[Material for this exercise — start]

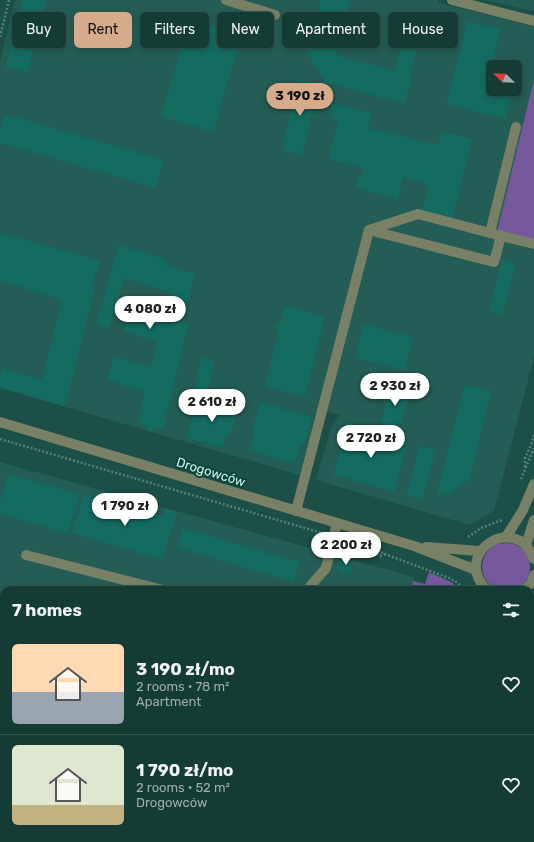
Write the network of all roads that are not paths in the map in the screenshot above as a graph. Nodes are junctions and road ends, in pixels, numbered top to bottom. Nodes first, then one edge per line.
1 (226, 0) edge
2 (452, 0) edge
3 (275, 15) dead end
4 (534, 21) edge
5 (516, 127) dead end
6 (369, 230) junction
7 (490, 233) junction
8 (501, 236) junction
9 (534, 244) edge
10 (0, 422) edge
11 (534, 484) edge
12 (296, 510) junction
13 (534, 520) edge
14 (337, 523) junction
15 (506, 537) junction
16 (414, 546) junction
17 (526, 546) junction
18 (480, 551) junction
19 (26, 556) dead end
20 (534, 559) edge
21 (476, 570) junction
22 (147, 586) edge
23 (310, 586) edge
24 (483, 586) edge

1 - 3 street
2 - 4 street
5 - 7 street
6 - 7 street
6 - 8 street
6 - 12 street
7 - 8 street
8 - 9 street
10 - 12 street, Drogowców
11 - 15 street
12 - 14 street, Drogowców
13 - 17 street
14 - 16 street, Drogowców
14 - 23 street
15 - 17 street
15 - 18 street
16 - 18 street, Drogowców
16 - 21 street, Drogowców
17 - 20 street
18 - 21 street
19 - 22 street
21 - 24 street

[Material for this exercise — finish]

## Task statement
To complete the exercise, return the listing above exactly and omit its pictures.

## Reply to the task
Write the network of all roads that are not paths in the map in the screenshot above as a graph. Nodes are junctions and road ends, in pixels, numbered top to bottom. Nodes first, then one edge per line.
1 (226, 0) edge
2 (452, 0) edge
3 (275, 15) dead end
4 (534, 21) edge
5 (516, 127) dead end
6 (369, 230) junction
7 (490, 233) junction
8 (501, 236) junction
9 (534, 244) edge
10 (0, 422) edge
11 (534, 484) edge
12 (296, 510) junction
13 (534, 520) edge
14 (337, 523) junction
15 (506, 537) junction
16 (414, 546) junction
17 (526, 546) junction
18 (480, 551) junction
19 (26, 556) dead end
20 (534, 559) edge
21 (476, 570) junction
22 (147, 586) edge
23 (310, 586) edge
24 (483, 586) edge

1 - 3 street
2 - 4 street
5 - 7 street
6 - 7 street
6 - 8 street
6 - 12 street
7 - 8 street
8 - 9 street
10 - 12 street, Drogowców
11 - 15 street
12 - 14 street, Drogowców
13 - 17 street
14 - 16 street, Drogowców
14 - 23 street
15 - 17 street
15 - 18 street
16 - 18 street, Drogowców
16 - 21 street, Drogowców
17 - 20 street
18 - 21 street
19 - 22 street
21 - 24 street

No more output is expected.